▶ _Exercise_: Pictures in the records are to be excluded from an otherwise exact copy.

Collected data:
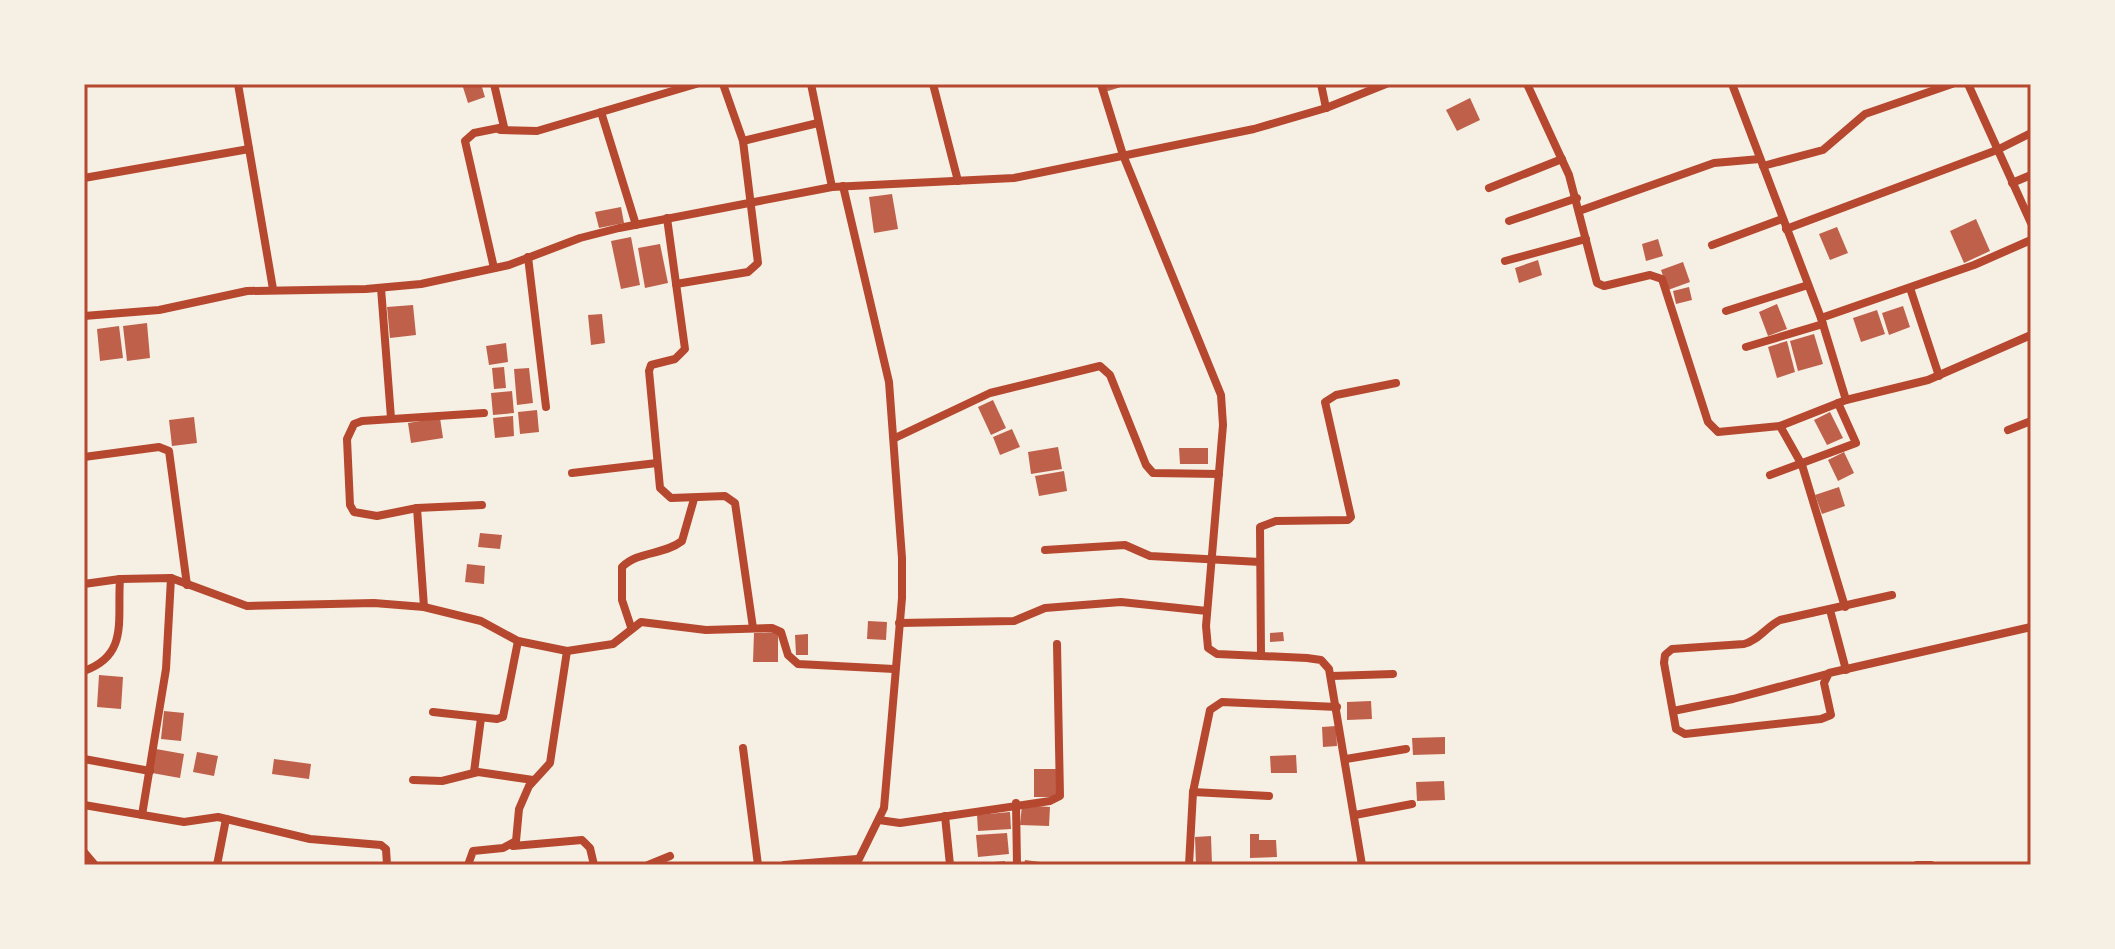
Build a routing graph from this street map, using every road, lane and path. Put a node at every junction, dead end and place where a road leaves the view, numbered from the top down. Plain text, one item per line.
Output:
1 (238, 84) edge
2 (494, 84) edge
3 (696, 84) edge
4 (723, 84) edge
5 (811, 84) edge
6 (933, 84) edge
7 (1101, 84) edge
8 (1321, 84) edge
9 (1386, 84) edge
10 (1527, 84) edge
11 (1732, 84) edge
12 (1952, 84) edge
13 (1968, 84) edge
14 (1326, 108) junction
15 (601, 112) junction
16 (818, 123) junction
17 (499, 130) junction
18 (2031, 133) edge
19 (743, 141) junction
20 (249, 149) junction
21 (1997, 150) junction
22 (1123, 155) junction
23 (1562, 159) junction
24 (1761, 162) junction
25 (2031, 175) edge
26 (84, 178) edge
27 (958, 181) junction
28 (2012, 183) junction
29 (843, 186) junction
30 (832, 187) junction
31 (1489, 188) dead end
32 (1577, 198) junction
33 (752, 201) junction
34 (1579, 211) junction
35 (667, 218) junction
36 (1782, 219) junction
37 (1509, 221) dead end
38 (2031, 223) edge
39 (636, 225) junction
40 (1786, 229) junction
41 (1586, 239) junction
42 (2031, 240) edge
43 (1712, 245) dead end
44 (528, 257) junction
45 (1505, 261) dead end
46 (494, 268) junction
47 (676, 284) junction
48 (1808, 285) junction
49 (381, 288) junction
50 (1910, 288) junction
51 (273, 289) junction
52 (1726, 311) dead end
53 (84, 316) edge
54 (1822, 321) junction
55 (2031, 335) edge
56 (1746, 347) dead end
57 (1939, 376) junction
58 (1396, 383) dead end
59 (1842, 402) junction
60 (546, 407) dead end
61 (484, 413) dead end
62 (391, 418) junction
63 (2031, 421) edge
64 (1780, 426) junction
65 (2008, 430) dead end
66 (895, 438) junction
67 (84, 457) edge
68 (657, 463) junction
69 (1802, 465) junction
70 (572, 473) dead end
71 (1219, 474) junction
72 (1770, 475) dead end
73 (694, 499) junction
74 (482, 505) dead end
75 (417, 508) junction
76 (1045, 550) dead end
77 (1212, 557) junction
78 (1260, 562) junction
79 (171, 578) junction
80 (120, 579) junction
81 (84, 584) edge
82 (187, 585) junction
83 (1892, 595) dead end
84 (424, 607) junction
85 (1845, 607) junction
86 (1830, 610) junction
87 (1207, 611) junction
88 (899, 623) junction
89 (631, 627) junction
90 (2031, 627) edge
91 (753, 628) junction
92 (518, 641) junction
93 (1057, 644) dead end
94 (567, 651) junction
95 (1261, 656) junction
96 (894, 669) junction
97 (1846, 670) junction
98 (84, 671) edge
99 (1829, 673) junction
100 (1393, 674) dead end
101 (1332, 676) junction
102 (1337, 707) junction
103 (1673, 711) junction
104 (433, 712) dead end
105 (481, 718) junction
106 (743, 748) dead end
107 (1406, 749) dead end
108 (84, 759) edge
109 (1346, 759) junction
110 (150, 771) junction
111 (474, 772) junction
112 (413, 780) dead end
113 (533, 780) junction
114 (1193, 792) junction
115 (1269, 796) dead end
116 (1016, 803) junction
117 (1412, 804) dead end
118 (84, 805) edge
119 (142, 815) junction
120 (1355, 815) junction
121 (945, 816) junction
122 (226, 819) junction
123 (879, 820) junction
124 (512, 846) junction
125 (84, 852) edge
126 (670, 856) dead end
127 (856, 862) edge
128 (95, 865) edge
129 (217, 865) edge
130 (387, 865) edge
131 (468, 865) edge
132 (594, 865) edge
133 (648, 865) edge
134 (758, 865) edge
135 (784, 865) edge
136 (950, 865) edge
137 (1017, 865) edge
138 (1189, 865) edge
139 (1362, 865) edge
140 (1917, 865) edge
141 (1931, 865) edge

1 - 20 street
2 - 17 street
3 - 15 street
4 - 19 street
5 - 16 street
6 - 27 street
7 - 22 street
8 - 14 street
9 - 14 street
10 - 23 street
11 - 24 street
12 - 24 street
13 - 21 street
14 - 22 street
15 - 17 street
15 - 39 street
16 - 19 street
16 - 30 street
17 - 46 street
18 - 21 street
19 - 33 street
20 - 26 street
20 - 51 street
21 - 28 street
21 - 40 street
22 - 27 street
22 - 71 street
23 - 31 street
23 - 32 street
24 - 34 street
24 - 36 street
25 - 28 street
27 - 29 street
28 - 38 street
29 - 30 street
29 - 66 street
30 - 33 street
32 - 34 street
32 - 37 street
33 - 35 street
33 - 47 street
34 - 41 street
35 - 39 street
35 - 47 street
36 - 40 street
36 - 43 street
39 - 44 street
40 - 48 street
41 - 45 street
41 - 64 street
42 - 50 street
44 - 46 street
44 - 60 street
46 - 49 street
47 - 68 street
48 - 52 street
48 - 54 street
49 - 51 street
49 - 62 street
50 - 54 street
50 - 57 street
51 - 53 street
54 - 56 street
54 - 59 street
55 - 57 street
57 - 59 street
58 - 78 street
59 - 64 street
59 - 69 street
61 - 62 street
62 - 75 street
63 - 65 street
64 - 69 street
66 - 71 street
66 - 88 street
67 - 82 street
68 - 70 street
68 - 73 street
69 - 72 street
69 - 85 street
71 - 77 street
73 - 89 street
73 - 91 street
74 - 75 street
75 - 84 street
76 - 77 street
77 - 78 street
77 - 87 street
78 - 95 street
79 - 80 street
79 - 82 street
79 - 110 street
80 - 81 street
80 - 98 street
82 - 84 street
83 - 85 street
84 - 92 street
85 - 86 street
86 - 97 street
86 - 103 street
87 - 88 street
87 - 95 street
88 - 96 street
89 - 91 street
89 - 94 street
90 - 97 street
91 - 96 street
92 - 94 street
92 - 105 street
93 - 116 street
94 - 113 street
95 - 101 street
96 - 123 street
97 - 99 street
99 - 103 street
99 - 103 street
100 - 101 street
101 - 102 street
102 - 109 street
102 - 114 street
104 - 105 street
105 - 111 street
106 - 134 street
107 - 109 street
108 - 110 street
109 - 120 street
110 - 119 street
111 - 112 street
111 - 113 street
113 - 124 street
114 - 115 street
114 - 138 street
116 - 121 street
116 - 137 street
117 - 120 street
118 - 119 street
119 - 122 street
120 - 139 street
121 - 123 street
121 - 136 street
122 - 129 street
122 - 130 street
123 - 127 street
124 - 131 street
124 - 132 street
125 - 128 street
126 - 133 street
127 - 135 street
140 - 141 street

▶ _Written answer_:
Build a routing graph from this street map, using every road, lane and path. Put a node at every junction, dead end and place where a road leaves the view, numbered from the top down. Plain text, one item per line.
Output:
1 (238, 84) edge
2 (494, 84) edge
3 (696, 84) edge
4 (723, 84) edge
5 (811, 84) edge
6 (933, 84) edge
7 (1101, 84) edge
8 (1321, 84) edge
9 (1386, 84) edge
10 (1527, 84) edge
11 (1732, 84) edge
12 (1952, 84) edge
13 (1968, 84) edge
14 (1326, 108) junction
15 (601, 112) junction
16 (818, 123) junction
17 (499, 130) junction
18 (2031, 133) edge
19 (743, 141) junction
20 (249, 149) junction
21 (1997, 150) junction
22 (1123, 155) junction
23 (1562, 159) junction
24 (1761, 162) junction
25 (2031, 175) edge
26 (84, 178) edge
27 (958, 181) junction
28 (2012, 183) junction
29 (843, 186) junction
30 (832, 187) junction
31 (1489, 188) dead end
32 (1577, 198) junction
33 (752, 201) junction
34 (1579, 211) junction
35 (667, 218) junction
36 (1782, 219) junction
37 (1509, 221) dead end
38 (2031, 223) edge
39 (636, 225) junction
40 (1786, 229) junction
41 (1586, 239) junction
42 (2031, 240) edge
43 (1712, 245) dead end
44 (528, 257) junction
45 (1505, 261) dead end
46 (494, 268) junction
47 (676, 284) junction
48 (1808, 285) junction
49 (381, 288) junction
50 (1910, 288) junction
51 (273, 289) junction
52 (1726, 311) dead end
53 (84, 316) edge
54 (1822, 321) junction
55 (2031, 335) edge
56 (1746, 347) dead end
57 (1939, 376) junction
58 (1396, 383) dead end
59 (1842, 402) junction
60 (546, 407) dead end
61 (484, 413) dead end
62 (391, 418) junction
63 (2031, 421) edge
64 (1780, 426) junction
65 (2008, 430) dead end
66 (895, 438) junction
67 (84, 457) edge
68 (657, 463) junction
69 (1802, 465) junction
70 (572, 473) dead end
71 (1219, 474) junction
72 (1770, 475) dead end
73 (694, 499) junction
74 (482, 505) dead end
75 (417, 508) junction
76 (1045, 550) dead end
77 (1212, 557) junction
78 (1260, 562) junction
79 (171, 578) junction
80 (120, 579) junction
81 (84, 584) edge
82 (187, 585) junction
83 (1892, 595) dead end
84 (424, 607) junction
85 (1845, 607) junction
86 (1830, 610) junction
87 (1207, 611) junction
88 (899, 623) junction
89 (631, 627) junction
90 (2031, 627) edge
91 (753, 628) junction
92 (518, 641) junction
93 (1057, 644) dead end
94 (567, 651) junction
95 (1261, 656) junction
96 (894, 669) junction
97 (1846, 670) junction
98 (84, 671) edge
99 (1829, 673) junction
100 (1393, 674) dead end
101 (1332, 676) junction
102 (1337, 707) junction
103 (1673, 711) junction
104 (433, 712) dead end
105 (481, 718) junction
106 (743, 748) dead end
107 (1406, 749) dead end
108 (84, 759) edge
109 (1346, 759) junction
110 (150, 771) junction
111 (474, 772) junction
112 (413, 780) dead end
113 (533, 780) junction
114 (1193, 792) junction
115 (1269, 796) dead end
116 (1016, 803) junction
117 (1412, 804) dead end
118 (84, 805) edge
119 (142, 815) junction
120 (1355, 815) junction
121 (945, 816) junction
122 (226, 819) junction
123 (879, 820) junction
124 (512, 846) junction
125 (84, 852) edge
126 (670, 856) dead end
127 (856, 862) edge
128 (95, 865) edge
129 (217, 865) edge
130 (387, 865) edge
131 (468, 865) edge
132 (594, 865) edge
133 (648, 865) edge
134 (758, 865) edge
135 (784, 865) edge
136 (950, 865) edge
137 (1017, 865) edge
138 (1189, 865) edge
139 (1362, 865) edge
140 (1917, 865) edge
141 (1931, 865) edge

1 - 20 street
2 - 17 street
3 - 15 street
4 - 19 street
5 - 16 street
6 - 27 street
7 - 22 street
8 - 14 street
9 - 14 street
10 - 23 street
11 - 24 street
12 - 24 street
13 - 21 street
14 - 22 street
15 - 17 street
15 - 39 street
16 - 19 street
16 - 30 street
17 - 46 street
18 - 21 street
19 - 33 street
20 - 26 street
20 - 51 street
21 - 28 street
21 - 40 street
22 - 27 street
22 - 71 street
23 - 31 street
23 - 32 street
24 - 34 street
24 - 36 street
25 - 28 street
27 - 29 street
28 - 38 street
29 - 30 street
29 - 66 street
30 - 33 street
32 - 34 street
32 - 37 street
33 - 35 street
33 - 47 street
34 - 41 street
35 - 39 street
35 - 47 street
36 - 40 street
36 - 43 street
39 - 44 street
40 - 48 street
41 - 45 street
41 - 64 street
42 - 50 street
44 - 46 street
44 - 60 street
46 - 49 street
47 - 68 street
48 - 52 street
48 - 54 street
49 - 51 street
49 - 62 street
50 - 54 street
50 - 57 street
51 - 53 street
54 - 56 street
54 - 59 street
55 - 57 street
57 - 59 street
58 - 78 street
59 - 64 street
59 - 69 street
61 - 62 street
62 - 75 street
63 - 65 street
64 - 69 street
66 - 71 street
66 - 88 street
67 - 82 street
68 - 70 street
68 - 73 street
69 - 72 street
69 - 85 street
71 - 77 street
73 - 89 street
73 - 91 street
74 - 75 street
75 - 84 street
76 - 77 street
77 - 78 street
77 - 87 street
78 - 95 street
79 - 80 street
79 - 82 street
79 - 110 street
80 - 81 street
80 - 98 street
82 - 84 street
83 - 85 street
84 - 92 street
85 - 86 street
86 - 97 street
86 - 103 street
87 - 88 street
87 - 95 street
88 - 96 street
89 - 91 street
89 - 94 street
90 - 97 street
91 - 96 street
92 - 94 street
92 - 105 street
93 - 116 street
94 - 113 street
95 - 101 street
96 - 123 street
97 - 99 street
99 - 103 street
99 - 103 street
100 - 101 street
101 - 102 street
102 - 109 street
102 - 114 street
104 - 105 street
105 - 111 street
106 - 134 street
107 - 109 street
108 - 110 street
109 - 120 street
110 - 119 street
111 - 112 street
111 - 113 street
113 - 124 street
114 - 115 street
114 - 138 street
116 - 121 street
116 - 137 street
117 - 120 street
118 - 119 street
119 - 122 street
120 - 139 street
121 - 123 street
121 - 136 street
122 - 129 street
122 - 130 street
123 - 127 street
124 - 131 street
124 - 132 street
125 - 128 street
126 - 133 street
127 - 135 street
140 - 141 street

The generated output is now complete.